Le Retour à l’Insécurité Ordinaire des Français

Après avoir désamorcé les accusations idéologiques et personnelles avec une précision factuelle et juridique, Jordan Bardella a ramené le débat à la réalité vécue par la majorité des Français. Il a mis en perspective les violences raciales surmédiatisées (6000 à 8000 infractions par an, incluant menaces et injures), soulignant qu’elles représentent une part « très minoritaire » des 450 100 victimes de violence physique enregistrées par la police et la gendarmerie en 2024.
L’INSEE souligne que les agressions raciales sont « surmédiatisées par rapport à leur poids statistique réel » car elles touchent à des enjeux symboliques, tandis que la majorité des violences sont « ordinaires, non idéologiques ».

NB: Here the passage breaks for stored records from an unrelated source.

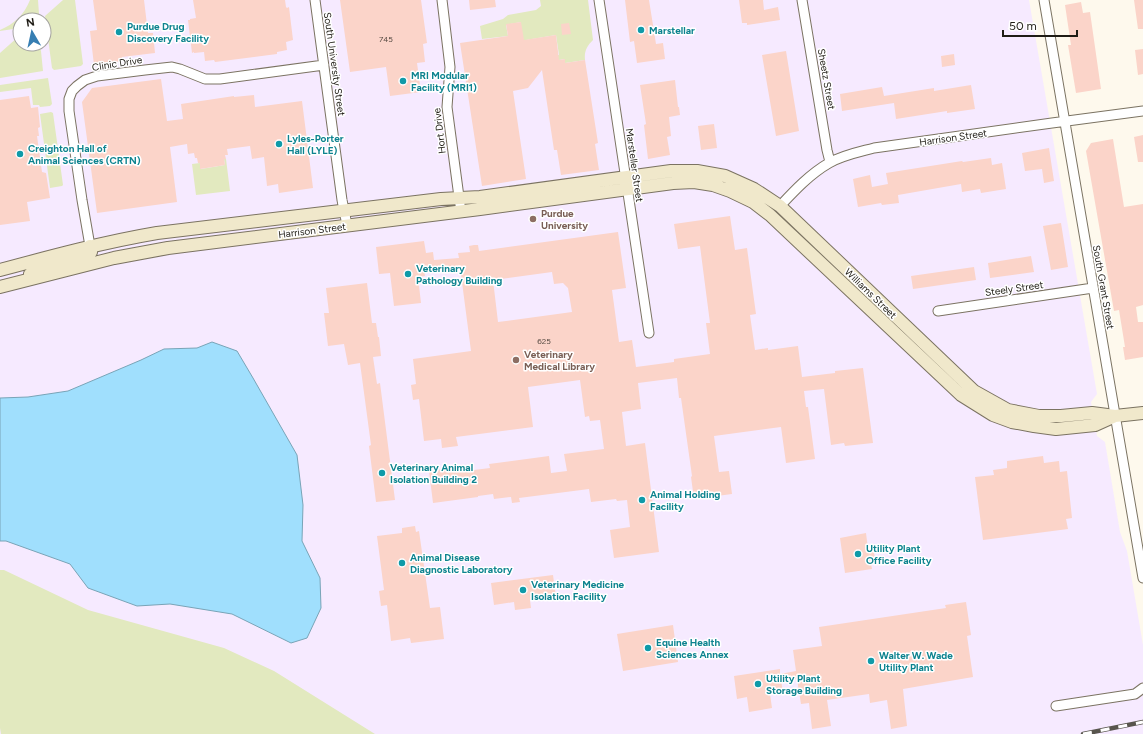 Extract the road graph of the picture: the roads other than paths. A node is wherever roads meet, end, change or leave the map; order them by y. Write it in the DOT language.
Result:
graph roads {
  1 [pos="315,0"];
  2 [pos="442,0"];
  3 [pos="600,0"];
  4 [pos="802,0"];
  5 [pos="1044,0"];
  6 [pos="324,65"];
  7 [pos="1143,111"];
  8 [pos="1064,121"];
  9 [pos="830,162"];
  10 [pos="626,183"];
  11 [pos="459,198"];
  12 [pos="780,206"];
  13 [pos="344,211"];
  14 [pos="460,212"];
  15 [pos="347,225"];
  16 [pos="90,246"];
  17 [pos="0,270"];
  18 [pos="2,287"];
  19 [pos="1093,288"];
  20 [pos="938,311"];
  21 [pos="649,333"];
  22 [pos="1143,413"];
  23 [pos="1115,416"];
  24 [pos="1143,578"];
  25 [pos="1143,688"];
  26 [pos="1056,706"];
  1 -- 6 [label="street, South University Street"];
  2 -- 11 [label="street, Hort Drive"];
  3 -- 10 [label="street, Marsteller Street"];
  4 -- 9 [label="street, Sheetz Street"];
  5 -- 8 [label="street, South Grant Street"];
  6 -- 13 [label="street, South University Street"];
  6 -- 16 [label="street, Clinic Drive"];
  7 -- 8 [label="street, Harrison Street"];
  8 -- 9 [label="street, Harrison Street"];
  8 -- 19 [label="street, South Grant Street"];
  9 -- 12 [label="street, Harrison Street"];
  10 -- 11 [label="main road, Harrison Street"];
  10 -- 12 [label="main road, Williams Street"];
  10 -- 14 [label="main road, Harrison Street"];
  10 -- 21 [label="street, Marsteller Street"];
  10 -- 23 [label="main road, Williams Street"];
  11 -- 13 [label="main road, Harrison Street"];
  11 -- 14 [label="street, Hort Drive"];
  12 -- 23 [label="main road, Williams Street"];
  13 -- 15 [label="street, South University Street"];
  13 -- 16 [label="main road, Harrison Street"];
  14 -- 15 [label="main road, Harrison Street"];
  15 -- 18 [label="main road, Harrison Street"];
  16 -- 17 [label="main road, Harrison Street"];
  16 -- 18 [label="main road"];
  19 -- 20 [label="street, Steely Street"];
  19 -- 23 [label="street, South Grant Street"];
  22 -- 23 [label="main road, Williams Street"];
  23 -- 24 [label="street, South Grant Street"];
  25 -- 26 [label="street"];
} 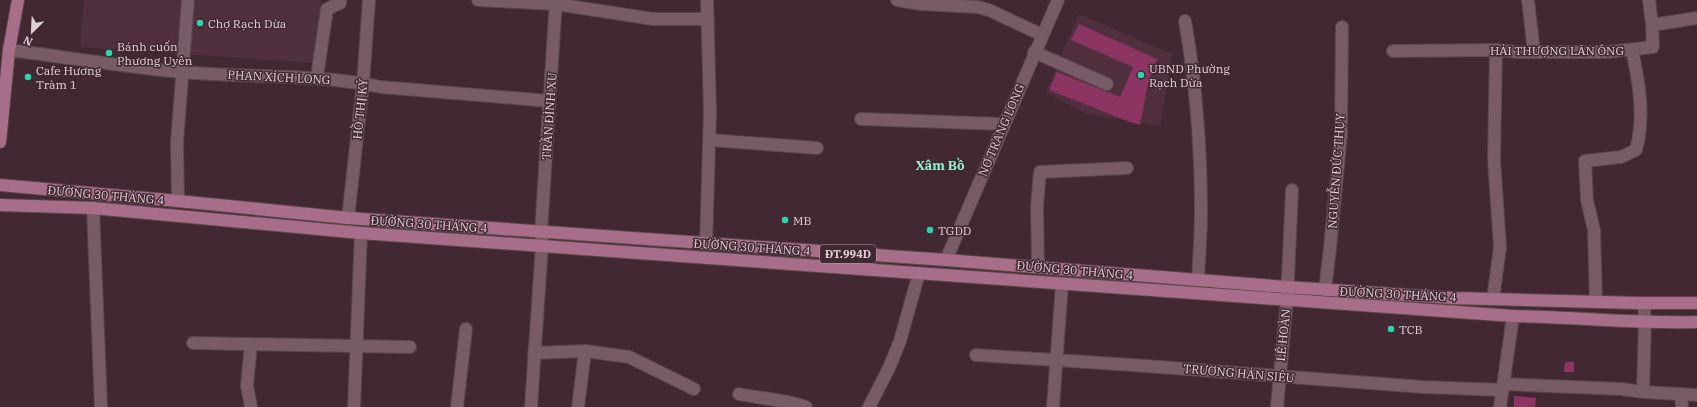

M. Bardella a conclu sur cette note implacable, rappelant la litanie des chiffres qui « pourrissent la vie des Français » : une agression gratuite toutes les 44 secondes, un refus d’obtempérer toutes les 20 minutes, un cambriolage toutes les 2 minutes. Le débat s’est terminé sur un engagement solennel à combattre « toutes les formes de haine, toutes les formes de racisme, toutes les formes de violence », mais surtout, à s’attaquer à l’insécurité « ordinaire » qui terrorise les millions de Français qui ont peur de prendre les transports en commun le soir et de rentrer tard chez eux. La confrontation entre la propagande militante et la rigueur factuelle a tourné à la déroute pour la première. Elle a démontré que, dans l’arène politique moderne, l’émotion ne peut plus se substituer à la vérification des chiffres et au respect du droit.